|Original title: “Syria: proxy war towards a division of the country into protectorates?”|
October 26, 2015
October 27, 2015
Translated from Italian by Tom Winter
Predictably, the Free Syrian Army – the minority side (in spite of the massive support of US and the petromonarchies) of the islamist insurgency against Assad – said ‘no’ to the offer of the Russian military assistance, offered over the weekend by Russian foreign minister Lavrov.
The head of diplomacy in Moscow stated that the Russian air force would be ready to provide air cover to militants of the Free Syrian Army – so far rather heavily affected by Sukhoi air strikes – provided they commit themselves to fight the jihadists of the Islamic State and also that Washington provide Russian military commanders with relevant information for the location of the “moderate rebels and the extremists.
A few hours later, during a speech to the British BBC, a spokesman for the pro-Western militants said that Moscow is not reliable and therefore they do not need the help. “Vladimir Putin is helping a regime that kills its own people indiscriminately,” said Issam al-Reis, “so how can we trust the Russian aid?” Another FSA commander, Ahmad Saud, also rejected Russia’s call for new elections in Syria, in preparation for the formation of a transitional government and the end of the civil war: “Russia bombards the Free Syrian Army and now wants to work with us, while remaining engaged with Assad? We understand nothing.” Samir Nashar, a member of the so-called Syrian National Coalition, entailing the various liberal and Islamist forces opposing the regime in Damascus, told AFP: “The Russians are ignorant of the reality on the ground with millions of people displaced in Syria or fleeing abroad. The towns are destroyed. What kind of elections can be organized in such circumstances?” Quite understandable that the variously led enemies of Syria are worried about the obvious flop in any upcoming election.

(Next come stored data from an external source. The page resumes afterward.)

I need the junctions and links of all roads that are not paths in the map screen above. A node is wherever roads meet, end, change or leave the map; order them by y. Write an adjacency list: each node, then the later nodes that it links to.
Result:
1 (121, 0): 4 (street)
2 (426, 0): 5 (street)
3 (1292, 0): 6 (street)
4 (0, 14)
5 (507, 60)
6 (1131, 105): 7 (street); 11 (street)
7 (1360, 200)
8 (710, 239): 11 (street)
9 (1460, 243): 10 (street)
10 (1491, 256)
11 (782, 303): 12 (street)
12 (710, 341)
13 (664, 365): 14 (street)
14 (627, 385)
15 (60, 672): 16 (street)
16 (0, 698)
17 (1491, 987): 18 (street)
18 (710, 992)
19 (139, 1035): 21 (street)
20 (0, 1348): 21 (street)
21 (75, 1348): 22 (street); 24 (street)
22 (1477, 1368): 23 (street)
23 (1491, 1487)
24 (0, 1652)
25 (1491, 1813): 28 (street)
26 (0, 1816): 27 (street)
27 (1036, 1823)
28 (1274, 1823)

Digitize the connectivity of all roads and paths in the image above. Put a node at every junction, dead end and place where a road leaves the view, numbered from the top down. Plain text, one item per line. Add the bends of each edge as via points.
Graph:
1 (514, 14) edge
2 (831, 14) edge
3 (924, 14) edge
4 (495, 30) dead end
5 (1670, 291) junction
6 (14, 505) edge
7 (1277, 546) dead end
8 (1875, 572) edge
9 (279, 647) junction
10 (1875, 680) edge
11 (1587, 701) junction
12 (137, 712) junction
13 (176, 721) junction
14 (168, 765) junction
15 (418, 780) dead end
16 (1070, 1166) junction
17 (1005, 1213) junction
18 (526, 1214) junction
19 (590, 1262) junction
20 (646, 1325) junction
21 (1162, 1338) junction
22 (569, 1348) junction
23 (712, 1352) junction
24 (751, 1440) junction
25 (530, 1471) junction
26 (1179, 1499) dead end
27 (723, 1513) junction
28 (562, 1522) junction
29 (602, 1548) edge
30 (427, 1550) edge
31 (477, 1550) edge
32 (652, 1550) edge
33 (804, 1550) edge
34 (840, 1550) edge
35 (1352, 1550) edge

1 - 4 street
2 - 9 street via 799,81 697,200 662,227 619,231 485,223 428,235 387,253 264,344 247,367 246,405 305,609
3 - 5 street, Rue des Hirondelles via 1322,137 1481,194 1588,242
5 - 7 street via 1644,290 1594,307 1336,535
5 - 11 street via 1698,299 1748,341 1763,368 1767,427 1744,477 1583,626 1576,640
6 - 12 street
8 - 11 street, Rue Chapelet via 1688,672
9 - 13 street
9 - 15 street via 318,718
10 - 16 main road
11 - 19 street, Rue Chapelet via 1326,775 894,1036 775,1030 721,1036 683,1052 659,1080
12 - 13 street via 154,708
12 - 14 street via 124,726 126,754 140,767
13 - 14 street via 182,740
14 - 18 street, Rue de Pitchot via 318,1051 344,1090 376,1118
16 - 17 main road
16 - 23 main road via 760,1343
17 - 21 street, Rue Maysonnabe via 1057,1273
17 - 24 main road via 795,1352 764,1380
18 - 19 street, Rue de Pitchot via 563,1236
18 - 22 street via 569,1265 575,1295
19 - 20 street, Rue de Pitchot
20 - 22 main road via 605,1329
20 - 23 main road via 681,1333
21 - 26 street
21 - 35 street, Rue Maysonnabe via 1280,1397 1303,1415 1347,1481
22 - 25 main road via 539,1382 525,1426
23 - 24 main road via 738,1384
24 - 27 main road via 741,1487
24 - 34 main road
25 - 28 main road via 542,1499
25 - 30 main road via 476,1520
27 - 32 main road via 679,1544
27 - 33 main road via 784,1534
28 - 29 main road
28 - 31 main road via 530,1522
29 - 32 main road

The fact is that Russia continues to win position and role in the Middle East chessboard, at the expense, of course, of the already precarious US influence in the area and also to the detriment of the strategies and interests of the regional powers that are theoretically allied with Washington, mainly Saudi Arabia and Turkey.
As recently published, after the Iraqi government did it, the Jordanian government has also signed an agreement with Moscow, thus creating a second anti-ISIS military coordination center in Amman, a country traditionally the orbit of the United States but worried that the spread of jihadism can upset its internal equilibrium. Under the agreement reached, officials in Amman and Moscow should work together to coordinate actions against the Islamic State in Syrian territory by sharing logistical and intelligence information.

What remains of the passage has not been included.